• **TASK ITEM**
Output the records again verbatim.

BEGIN DATA FOR THIS TASK

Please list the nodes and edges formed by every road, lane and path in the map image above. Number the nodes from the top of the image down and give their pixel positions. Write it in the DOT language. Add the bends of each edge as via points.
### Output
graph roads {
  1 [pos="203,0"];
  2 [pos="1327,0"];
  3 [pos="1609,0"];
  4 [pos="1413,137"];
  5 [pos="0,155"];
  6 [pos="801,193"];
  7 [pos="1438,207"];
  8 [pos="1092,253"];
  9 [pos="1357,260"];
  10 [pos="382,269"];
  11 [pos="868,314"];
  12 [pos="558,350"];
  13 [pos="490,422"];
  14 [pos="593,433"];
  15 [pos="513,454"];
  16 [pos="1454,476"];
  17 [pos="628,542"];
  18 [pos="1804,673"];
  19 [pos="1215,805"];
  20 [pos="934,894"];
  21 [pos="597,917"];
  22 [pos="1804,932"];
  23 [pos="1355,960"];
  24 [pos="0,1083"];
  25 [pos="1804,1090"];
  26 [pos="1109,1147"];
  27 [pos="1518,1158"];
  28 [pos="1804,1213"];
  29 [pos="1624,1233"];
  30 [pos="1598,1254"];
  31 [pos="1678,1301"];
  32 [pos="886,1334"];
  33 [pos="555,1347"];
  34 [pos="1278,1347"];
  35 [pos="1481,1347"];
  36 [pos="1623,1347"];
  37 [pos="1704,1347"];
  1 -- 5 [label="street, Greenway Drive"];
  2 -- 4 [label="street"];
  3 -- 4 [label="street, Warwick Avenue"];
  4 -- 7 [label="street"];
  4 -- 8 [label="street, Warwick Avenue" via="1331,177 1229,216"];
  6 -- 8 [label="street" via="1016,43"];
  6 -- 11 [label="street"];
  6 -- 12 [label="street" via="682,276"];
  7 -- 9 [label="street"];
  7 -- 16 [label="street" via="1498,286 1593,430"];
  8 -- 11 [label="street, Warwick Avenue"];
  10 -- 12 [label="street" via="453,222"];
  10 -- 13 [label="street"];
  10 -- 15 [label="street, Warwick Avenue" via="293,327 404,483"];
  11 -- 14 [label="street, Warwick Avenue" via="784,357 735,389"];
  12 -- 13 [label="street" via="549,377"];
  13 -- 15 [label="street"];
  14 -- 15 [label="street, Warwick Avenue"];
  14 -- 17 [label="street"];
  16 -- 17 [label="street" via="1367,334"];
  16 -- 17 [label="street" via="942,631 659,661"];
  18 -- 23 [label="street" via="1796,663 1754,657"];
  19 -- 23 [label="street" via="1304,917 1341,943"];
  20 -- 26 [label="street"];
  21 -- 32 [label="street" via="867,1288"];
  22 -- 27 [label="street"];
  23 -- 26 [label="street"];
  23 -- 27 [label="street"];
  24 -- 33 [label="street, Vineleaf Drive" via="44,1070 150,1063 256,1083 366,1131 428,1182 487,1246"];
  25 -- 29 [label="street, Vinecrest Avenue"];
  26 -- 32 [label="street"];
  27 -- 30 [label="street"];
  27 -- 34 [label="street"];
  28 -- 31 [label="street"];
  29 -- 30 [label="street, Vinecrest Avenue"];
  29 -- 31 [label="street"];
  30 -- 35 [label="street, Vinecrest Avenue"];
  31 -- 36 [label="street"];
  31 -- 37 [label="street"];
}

END DATA FOR THIS TASK

• **PROBLEM SOLUTION**
Please list the nodes and edges formed by every road, lane and path in the map image above. Number the nodes from the top of the image down and give their pixel positions. Write it in the DOT language. Add the bends of each edge as via points.
### Output
graph roads {
  1 [pos="203,0"];
  2 [pos="1327,0"];
  3 [pos="1609,0"];
  4 [pos="1413,137"];
  5 [pos="0,155"];
  6 [pos="801,193"];
  7 [pos="1438,207"];
  8 [pos="1092,253"];
  9 [pos="1357,260"];
  10 [pos="382,269"];
  11 [pos="868,314"];
  12 [pos="558,350"];
  13 [pos="490,422"];
  14 [pos="593,433"];
  15 [pos="513,454"];
  16 [pos="1454,476"];
  17 [pos="628,542"];
  18 [pos="1804,673"];
  19 [pos="1215,805"];
  20 [pos="934,894"];
  21 [pos="597,917"];
  22 [pos="1804,932"];
  23 [pos="1355,960"];
  24 [pos="0,1083"];
  25 [pos="1804,1090"];
  26 [pos="1109,1147"];
  27 [pos="1518,1158"];
  28 [pos="1804,1213"];
  29 [pos="1624,1233"];
  30 [pos="1598,1254"];
  31 [pos="1678,1301"];
  32 [pos="886,1334"];
  33 [pos="555,1347"];
  34 [pos="1278,1347"];
  35 [pos="1481,1347"];
  36 [pos="1623,1347"];
  37 [pos="1704,1347"];
  1 -- 5 [label="street, Greenway Drive"];
  2 -- 4 [label="street"];
  3 -- 4 [label="street, Warwick Avenue"];
  4 -- 7 [label="street"];
  4 -- 8 [label="street, Warwick Avenue" via="1331,177 1229,216"];
  6 -- 8 [label="street" via="1016,43"];
  6 -- 11 [label="street"];
  6 -- 12 [label="street" via="682,276"];
  7 -- 9 [label="street"];
  7 -- 16 [label="street" via="1498,286 1593,430"];
  8 -- 11 [label="street, Warwick Avenue"];
  10 -- 12 [label="street" via="453,222"];
  10 -- 13 [label="street"];
  10 -- 15 [label="street, Warwick Avenue" via="293,327 404,483"];
  11 -- 14 [label="street, Warwick Avenue" via="784,357 735,389"];
  12 -- 13 [label="street" via="549,377"];
  13 -- 15 [label="street"];
  14 -- 15 [label="street, Warwick Avenue"];
  14 -- 17 [label="street"];
  16 -- 17 [label="street" via="1367,334"];
  16 -- 17 [label="street" via="942,631 659,661"];
  18 -- 23 [label="street" via="1796,663 1754,657"];
  19 -- 23 [label="street" via="1304,917 1341,943"];
  20 -- 26 [label="street"];
  21 -- 32 [label="street" via="867,1288"];
  22 -- 27 [label="street"];
  23 -- 26 [label="street"];
  23 -- 27 [label="street"];
  24 -- 33 [label="street, Vineleaf Drive" via="44,1070 150,1063 256,1083 366,1131 428,1182 487,1246"];
  25 -- 29 [label="street, Vinecrest Avenue"];
  26 -- 32 [label="street"];
  27 -- 30 [label="street"];
  27 -- 34 [label="street"];
  28 -- 31 [label="street"];
  29 -- 30 [label="street, Vinecrest Avenue"];
  29 -- 31 [label="street"];
  30 -- 35 [label="street, Vinecrest Avenue"];
  31 -- 36 [label="street"];
  31 -- 37 [label="street"];
}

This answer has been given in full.